Stored data entries
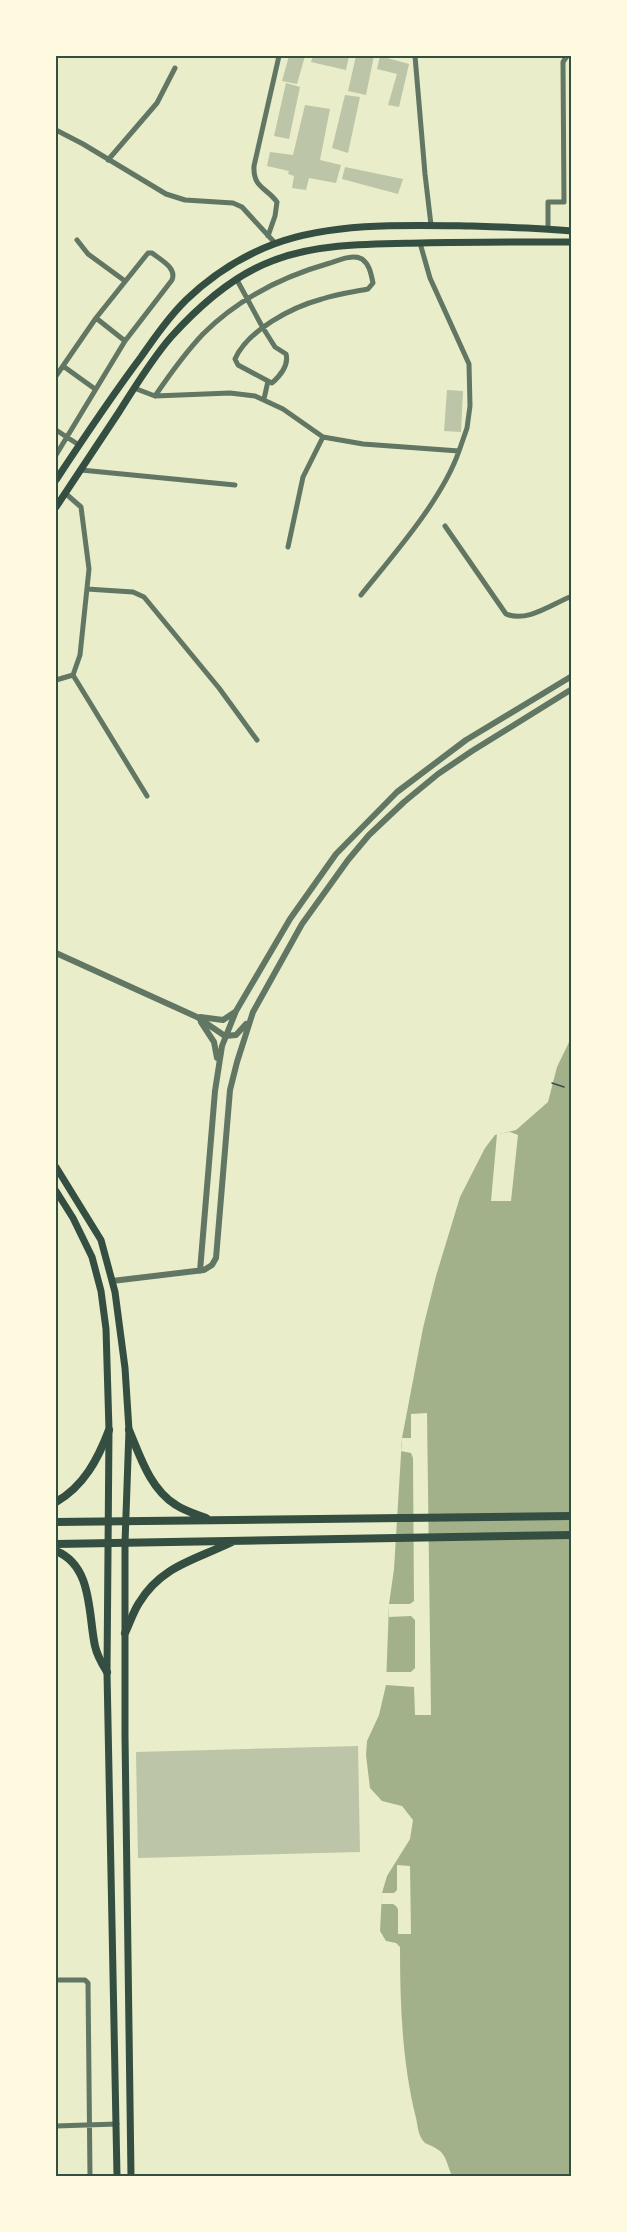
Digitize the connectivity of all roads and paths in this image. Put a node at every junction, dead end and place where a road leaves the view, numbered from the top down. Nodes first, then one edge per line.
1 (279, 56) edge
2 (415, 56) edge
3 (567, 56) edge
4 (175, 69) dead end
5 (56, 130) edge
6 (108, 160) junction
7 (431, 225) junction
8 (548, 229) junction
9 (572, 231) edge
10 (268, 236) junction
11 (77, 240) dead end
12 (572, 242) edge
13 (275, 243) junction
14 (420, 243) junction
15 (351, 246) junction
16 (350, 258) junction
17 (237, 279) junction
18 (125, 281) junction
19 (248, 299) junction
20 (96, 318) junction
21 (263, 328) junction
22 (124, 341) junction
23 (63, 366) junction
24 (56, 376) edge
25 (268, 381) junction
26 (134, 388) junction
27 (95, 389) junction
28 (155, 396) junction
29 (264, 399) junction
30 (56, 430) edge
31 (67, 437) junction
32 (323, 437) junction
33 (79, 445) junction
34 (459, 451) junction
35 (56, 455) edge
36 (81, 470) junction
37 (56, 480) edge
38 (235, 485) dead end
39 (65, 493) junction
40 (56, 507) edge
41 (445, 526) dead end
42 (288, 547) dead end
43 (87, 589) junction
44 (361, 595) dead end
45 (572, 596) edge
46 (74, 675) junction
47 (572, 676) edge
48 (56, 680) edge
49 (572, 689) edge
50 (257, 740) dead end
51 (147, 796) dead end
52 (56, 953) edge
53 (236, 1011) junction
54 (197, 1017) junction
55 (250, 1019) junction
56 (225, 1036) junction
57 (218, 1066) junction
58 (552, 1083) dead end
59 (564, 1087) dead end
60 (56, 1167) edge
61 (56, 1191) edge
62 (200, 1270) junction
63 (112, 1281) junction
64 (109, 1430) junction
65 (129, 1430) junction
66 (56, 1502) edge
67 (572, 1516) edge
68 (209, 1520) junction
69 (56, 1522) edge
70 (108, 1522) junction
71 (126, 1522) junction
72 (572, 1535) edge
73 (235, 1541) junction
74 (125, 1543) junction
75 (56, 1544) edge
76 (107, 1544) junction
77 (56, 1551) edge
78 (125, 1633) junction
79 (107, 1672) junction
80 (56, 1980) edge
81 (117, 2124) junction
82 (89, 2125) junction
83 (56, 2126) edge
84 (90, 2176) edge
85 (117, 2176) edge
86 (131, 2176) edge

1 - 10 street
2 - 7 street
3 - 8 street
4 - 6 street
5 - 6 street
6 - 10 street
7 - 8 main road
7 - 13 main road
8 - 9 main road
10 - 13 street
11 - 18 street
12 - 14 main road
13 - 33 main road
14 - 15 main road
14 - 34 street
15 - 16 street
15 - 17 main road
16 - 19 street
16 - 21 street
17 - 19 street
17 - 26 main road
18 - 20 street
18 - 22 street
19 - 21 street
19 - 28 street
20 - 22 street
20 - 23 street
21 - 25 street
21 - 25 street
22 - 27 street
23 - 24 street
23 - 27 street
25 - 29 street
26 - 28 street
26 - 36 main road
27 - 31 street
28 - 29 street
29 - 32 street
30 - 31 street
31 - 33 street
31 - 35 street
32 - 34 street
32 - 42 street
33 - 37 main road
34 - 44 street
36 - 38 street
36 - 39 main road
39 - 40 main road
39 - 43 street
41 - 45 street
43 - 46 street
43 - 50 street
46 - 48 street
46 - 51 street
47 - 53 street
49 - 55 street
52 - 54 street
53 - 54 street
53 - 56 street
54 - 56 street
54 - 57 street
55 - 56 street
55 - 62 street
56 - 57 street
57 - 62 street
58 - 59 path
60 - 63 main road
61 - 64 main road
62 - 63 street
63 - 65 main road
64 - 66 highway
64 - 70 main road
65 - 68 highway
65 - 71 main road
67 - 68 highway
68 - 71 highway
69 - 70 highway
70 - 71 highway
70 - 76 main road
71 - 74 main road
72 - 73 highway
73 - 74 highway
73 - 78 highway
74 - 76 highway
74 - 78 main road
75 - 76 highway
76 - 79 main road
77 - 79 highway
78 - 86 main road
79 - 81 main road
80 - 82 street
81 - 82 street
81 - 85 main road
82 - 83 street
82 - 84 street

__PROBLEM STATEMENT__
Filter the data down to the lines that contain the string "dead", and copy them.

__OUTPUT FOR THIS EXERCISE__
Digitize the connectivity of all roads and paths in this image. Put a node at every junction, dead end and place where a road leaves the view, numbered from the top down. Nodes first, then one edge per line.
4 (175, 69) dead end
11 (77, 240) dead end
38 (235, 485) dead end
41 (445, 526) dead end
42 (288, 547) dead end
44 (361, 595) dead end
50 (257, 740) dead end
51 (147, 796) dead end
58 (552, 1083) dead end
59 (564, 1087) dead end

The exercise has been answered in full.